◆ **What to work on**:
All records are to be restated exactly, each line as it reads.

◆ **Stored data**:

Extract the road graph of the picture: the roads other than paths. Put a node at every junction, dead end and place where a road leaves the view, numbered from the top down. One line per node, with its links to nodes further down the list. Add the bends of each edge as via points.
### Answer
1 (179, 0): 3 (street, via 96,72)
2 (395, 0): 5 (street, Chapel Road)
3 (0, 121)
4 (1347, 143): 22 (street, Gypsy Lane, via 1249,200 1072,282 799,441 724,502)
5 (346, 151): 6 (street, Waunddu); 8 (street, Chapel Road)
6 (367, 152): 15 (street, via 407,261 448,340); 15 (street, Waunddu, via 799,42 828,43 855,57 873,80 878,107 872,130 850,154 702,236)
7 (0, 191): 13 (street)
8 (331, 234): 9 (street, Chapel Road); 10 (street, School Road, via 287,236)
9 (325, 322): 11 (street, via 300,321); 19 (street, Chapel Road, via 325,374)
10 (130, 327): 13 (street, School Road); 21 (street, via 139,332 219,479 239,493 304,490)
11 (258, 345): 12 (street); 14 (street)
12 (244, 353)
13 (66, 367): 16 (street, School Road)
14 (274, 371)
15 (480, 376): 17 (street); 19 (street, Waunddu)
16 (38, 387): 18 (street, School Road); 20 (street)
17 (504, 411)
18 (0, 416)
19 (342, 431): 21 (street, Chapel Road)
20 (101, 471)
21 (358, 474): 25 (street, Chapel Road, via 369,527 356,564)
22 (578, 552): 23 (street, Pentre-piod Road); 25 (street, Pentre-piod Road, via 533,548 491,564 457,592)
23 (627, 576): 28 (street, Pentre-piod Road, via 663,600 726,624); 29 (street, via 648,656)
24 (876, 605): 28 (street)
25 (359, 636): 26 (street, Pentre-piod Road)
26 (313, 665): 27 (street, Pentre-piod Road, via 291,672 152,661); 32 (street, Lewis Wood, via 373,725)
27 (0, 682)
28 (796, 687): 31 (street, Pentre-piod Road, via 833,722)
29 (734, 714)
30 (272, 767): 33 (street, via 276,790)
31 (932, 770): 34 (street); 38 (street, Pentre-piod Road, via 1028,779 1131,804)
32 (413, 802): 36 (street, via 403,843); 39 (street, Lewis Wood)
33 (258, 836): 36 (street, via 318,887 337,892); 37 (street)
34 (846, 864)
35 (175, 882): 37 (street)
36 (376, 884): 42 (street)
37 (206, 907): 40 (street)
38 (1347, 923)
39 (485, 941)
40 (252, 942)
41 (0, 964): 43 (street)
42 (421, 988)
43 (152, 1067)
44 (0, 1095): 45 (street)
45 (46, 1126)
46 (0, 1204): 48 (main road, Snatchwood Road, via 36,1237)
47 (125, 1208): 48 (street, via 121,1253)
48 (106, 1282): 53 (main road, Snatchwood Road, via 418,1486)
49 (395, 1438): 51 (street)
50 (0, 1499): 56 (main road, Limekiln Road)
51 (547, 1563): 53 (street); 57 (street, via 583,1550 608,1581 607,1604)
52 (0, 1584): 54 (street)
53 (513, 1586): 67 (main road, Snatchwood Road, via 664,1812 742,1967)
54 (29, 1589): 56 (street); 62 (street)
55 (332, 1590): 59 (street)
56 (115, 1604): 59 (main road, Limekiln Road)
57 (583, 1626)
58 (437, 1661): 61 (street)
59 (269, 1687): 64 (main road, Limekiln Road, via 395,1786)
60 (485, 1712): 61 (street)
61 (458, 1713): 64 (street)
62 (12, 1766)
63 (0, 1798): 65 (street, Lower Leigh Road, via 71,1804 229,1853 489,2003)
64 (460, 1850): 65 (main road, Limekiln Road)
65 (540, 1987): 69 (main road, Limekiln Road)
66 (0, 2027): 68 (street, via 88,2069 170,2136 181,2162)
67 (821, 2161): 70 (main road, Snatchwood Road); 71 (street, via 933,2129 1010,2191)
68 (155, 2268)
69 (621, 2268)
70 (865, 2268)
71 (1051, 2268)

◆ **Worked solution**:
Extract the road graph of the picture: the roads other than paths. Put a node at every junction, dead end and place where a road leaves the view, numbered from the top down. One line per node, with its links to nodes further down the list. Add the bends of each edge as via points.
### Answer
1 (179, 0): 3 (street, via 96,72)
2 (395, 0): 5 (street, Chapel Road)
3 (0, 121)
4 (1347, 143): 22 (street, Gypsy Lane, via 1249,200 1072,282 799,441 724,502)
5 (346, 151): 6 (street, Waunddu); 8 (street, Chapel Road)
6 (367, 152): 15 (street, via 407,261 448,340); 15 (street, Waunddu, via 799,42 828,43 855,57 873,80 878,107 872,130 850,154 702,236)
7 (0, 191): 13 (street)
8 (331, 234): 9 (street, Chapel Road); 10 (street, School Road, via 287,236)
9 (325, 322): 11 (street, via 300,321); 19 (street, Chapel Road, via 325,374)
10 (130, 327): 13 (street, School Road); 21 (street, via 139,332 219,479 239,493 304,490)
11 (258, 345): 12 (street); 14 (street)
12 (244, 353)
13 (66, 367): 16 (street, School Road)
14 (274, 371)
15 (480, 376): 17 (street); 19 (street, Waunddu)
16 (38, 387): 18 (street, School Road); 20 (street)
17 (504, 411)
18 (0, 416)
19 (342, 431): 21 (street, Chapel Road)
20 (101, 471)
21 (358, 474): 25 (street, Chapel Road, via 369,527 356,564)
22 (578, 552): 23 (street, Pentre-piod Road); 25 (street, Pentre-piod Road, via 533,548 491,564 457,592)
23 (627, 576): 28 (street, Pentre-piod Road, via 663,600 726,624); 29 (street, via 648,656)
24 (876, 605): 28 (street)
25 (359, 636): 26 (street, Pentre-piod Road)
26 (313, 665): 27 (street, Pentre-piod Road, via 291,672 152,661); 32 (street, Lewis Wood, via 373,725)
27 (0, 682)
28 (796, 687): 31 (street, Pentre-piod Road, via 833,722)
29 (734, 714)
30 (272, 767): 33 (street, via 276,790)
31 (932, 770): 34 (street); 38 (street, Pentre-piod Road, via 1028,779 1131,804)
32 (413, 802): 36 (street, via 403,843); 39 (street, Lewis Wood)
33 (258, 836): 36 (street, via 318,887 337,892); 37 (street)
34 (846, 864)
35 (175, 882): 37 (street)
36 (376, 884): 42 (street)
37 (206, 907): 40 (street)
38 (1347, 923)
39 (485, 941)
40 (252, 942)
41 (0, 964): 43 (street)
42 (421, 988)
43 (152, 1067)
44 (0, 1095): 45 (street)
45 (46, 1126)
46 (0, 1204): 48 (main road, Snatchwood Road, via 36,1237)
47 (125, 1208): 48 (street, via 121,1253)
48 (106, 1282): 53 (main road, Snatchwood Road, via 418,1486)
49 (395, 1438): 51 (street)
50 (0, 1499): 56 (main road, Limekiln Road)
51 (547, 1563): 53 (street); 57 (street, via 583,1550 608,1581 607,1604)
52 (0, 1584): 54 (street)
53 (513, 1586): 67 (main road, Snatchwood Road, via 664,1812 742,1967)
54 (29, 1589): 56 (street); 62 (street)
55 (332, 1590): 59 (street)
56 (115, 1604): 59 (main road, Limekiln Road)
57 (583, 1626)
58 (437, 1661): 61 (street)
59 (269, 1687): 64 (main road, Limekiln Road, via 395,1786)
60 (485, 1712): 61 (street)
61 (458, 1713): 64 (street)
62 (12, 1766)
63 (0, 1798): 65 (street, Lower Leigh Road, via 71,1804 229,1853 489,2003)
64 (460, 1850): 65 (main road, Limekiln Road)
65 (540, 1987): 69 (main road, Limekiln Road)
66 (0, 2027): 68 (street, via 88,2069 170,2136 181,2162)
67 (821, 2161): 70 (main road, Snatchwood Road); 71 (street, via 933,2129 1010,2191)
68 (155, 2268)
69 (621, 2268)
70 (865, 2268)
71 (1051, 2268)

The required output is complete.